Work instructions: Determine the number of lines below that contain the string "Émetteur", and state only that number.

Information provided:
########################################

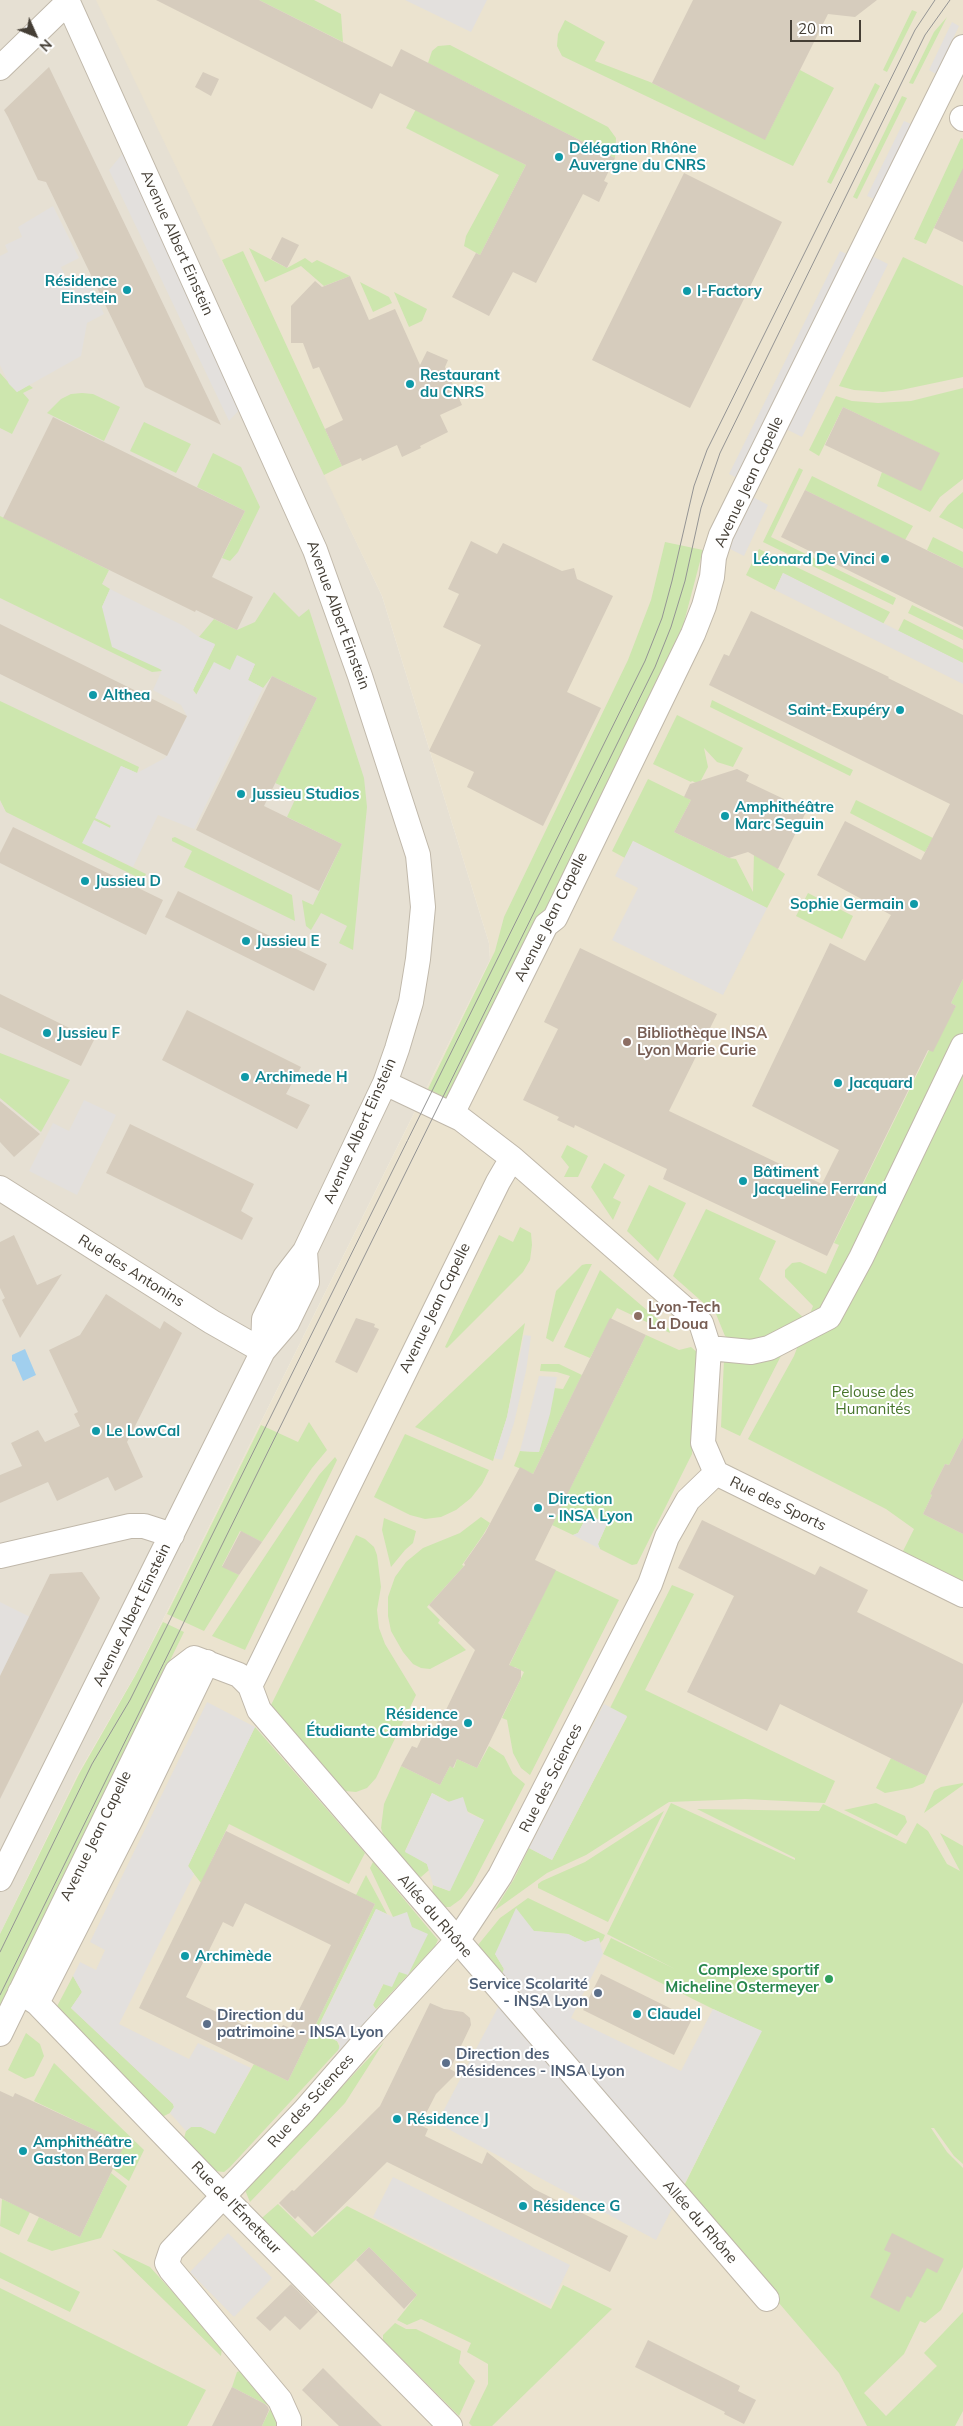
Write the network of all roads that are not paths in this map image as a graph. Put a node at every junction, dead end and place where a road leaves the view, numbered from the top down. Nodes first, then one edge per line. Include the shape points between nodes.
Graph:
1 (67, 1) edge
2 (963, 47) edge
3 (0, 68) edge
4 (963, 1046) edge
5 (385, 1083) junction
6 (452, 1114) junction
7 (512, 1158) junction
8 (0, 1188) edge
9 (709, 1348) junction
10 (263, 1351) junction
11 (716, 1474) junction
12 (172, 1535) junction
13 (0, 1556) edge
14 (963, 1595) edge
15 (250, 1686) junction
16 (0, 1879) edge
17 (457, 1941) junction
18 (28, 1998) junction
19 (0, 2034) edge
20 (223, 2196) junction
21 (767, 2299) dead end
22 (289, 2426) edge
23 (450, 2426) edge

1 - 3 street
1 - 5 street, Avenue Albert Einstein via 316,550 408,820 418,855 423,907 409,1009
2 - 6 street, Avenue Jean Capelle via 721,535 704,606 693,634 555,918 546,925
4 - 9 street via 862,1258 829,1317 769,1348 751,1352
5 - 6 street
5 - 10 street, Avenue Albert Einstein via 305,1251 285,1277 264,1319
6 - 7 street via 485,1135
7 - 9 street, Rue des Sports via 693,1314 706,1332
7 - 15 street, Avenue Jean Capelle
8 - 10 street, Rue des Antonins
9 - 11 street, Rue des Sports via 703,1442
10 - 12 street, Avenue Albert Einstein
11 - 14 street, Rue des Sports
11 - 17 street, Rue des Sciences via 688,1500 679,1515 667,1537 650,1584 500,1876
12 - 13 street via 144,1526 130,1526
12 - 16 street, Avenue Albert Einstein
15 - 17 street, Allée du Rhône via 259,1710
15 - 18 street, Avenue Jean Capelle via 239,1675 194,1658 177,1671
17 - 20 street, Rue des Sciences
17 - 21 street, Allée du Rhône
18 - 19 street, Avenue Jean Capelle
18 - 20 street, Rue de l'Émetteur
20 - 22 street, Rue des Sciences via 170,2251 167,2262 280,2400
20 - 23 street, Rue de l'Émetteur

########################################

Answer section: 2